* **TASK DIRECTIONS**
All lines holding the string "graph" should be copied from the data below.

┌──

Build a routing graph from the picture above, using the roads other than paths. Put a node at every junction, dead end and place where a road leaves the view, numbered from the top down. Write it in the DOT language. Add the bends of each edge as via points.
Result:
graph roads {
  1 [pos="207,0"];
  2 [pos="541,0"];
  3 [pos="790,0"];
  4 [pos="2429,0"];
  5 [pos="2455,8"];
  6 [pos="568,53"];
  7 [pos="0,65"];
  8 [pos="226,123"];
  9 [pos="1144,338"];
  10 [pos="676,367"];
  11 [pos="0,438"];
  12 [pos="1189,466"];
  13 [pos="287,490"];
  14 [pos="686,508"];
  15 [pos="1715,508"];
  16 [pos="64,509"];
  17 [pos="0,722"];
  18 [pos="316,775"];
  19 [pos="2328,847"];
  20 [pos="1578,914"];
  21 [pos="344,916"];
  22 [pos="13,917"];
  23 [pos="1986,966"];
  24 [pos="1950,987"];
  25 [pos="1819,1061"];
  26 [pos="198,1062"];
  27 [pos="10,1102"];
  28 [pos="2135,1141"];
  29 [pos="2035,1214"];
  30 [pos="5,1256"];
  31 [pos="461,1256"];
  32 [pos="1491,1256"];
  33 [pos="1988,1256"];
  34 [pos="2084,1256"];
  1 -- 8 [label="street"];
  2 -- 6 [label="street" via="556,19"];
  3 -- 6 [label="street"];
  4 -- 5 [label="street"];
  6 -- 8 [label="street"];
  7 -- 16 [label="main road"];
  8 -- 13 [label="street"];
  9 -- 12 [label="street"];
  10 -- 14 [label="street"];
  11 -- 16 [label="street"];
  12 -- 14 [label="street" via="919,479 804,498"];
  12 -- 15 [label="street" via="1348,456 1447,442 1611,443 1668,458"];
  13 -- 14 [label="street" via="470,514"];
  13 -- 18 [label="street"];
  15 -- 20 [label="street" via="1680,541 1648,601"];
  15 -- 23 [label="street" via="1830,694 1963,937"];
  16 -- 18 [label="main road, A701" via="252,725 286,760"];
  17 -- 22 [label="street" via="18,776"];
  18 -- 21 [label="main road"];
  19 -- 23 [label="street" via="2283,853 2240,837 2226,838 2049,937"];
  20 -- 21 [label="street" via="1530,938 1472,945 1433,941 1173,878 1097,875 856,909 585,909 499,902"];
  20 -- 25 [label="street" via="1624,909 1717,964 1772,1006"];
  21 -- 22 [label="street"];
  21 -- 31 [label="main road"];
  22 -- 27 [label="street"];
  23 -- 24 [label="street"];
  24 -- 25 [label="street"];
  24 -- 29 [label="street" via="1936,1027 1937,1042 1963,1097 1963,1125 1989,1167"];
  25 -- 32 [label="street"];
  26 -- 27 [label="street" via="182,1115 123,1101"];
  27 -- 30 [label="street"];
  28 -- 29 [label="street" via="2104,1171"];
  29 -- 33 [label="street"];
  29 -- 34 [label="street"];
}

└──

* **EXERCISE RESULT**
Build a routing graph from the picture above, using the roads other than paths. Put a node at every junction, dead end and place where a road leaves the view, numbered from the top down. Write it in the DOT language. Add the bends of each edge as via points.
graph roads {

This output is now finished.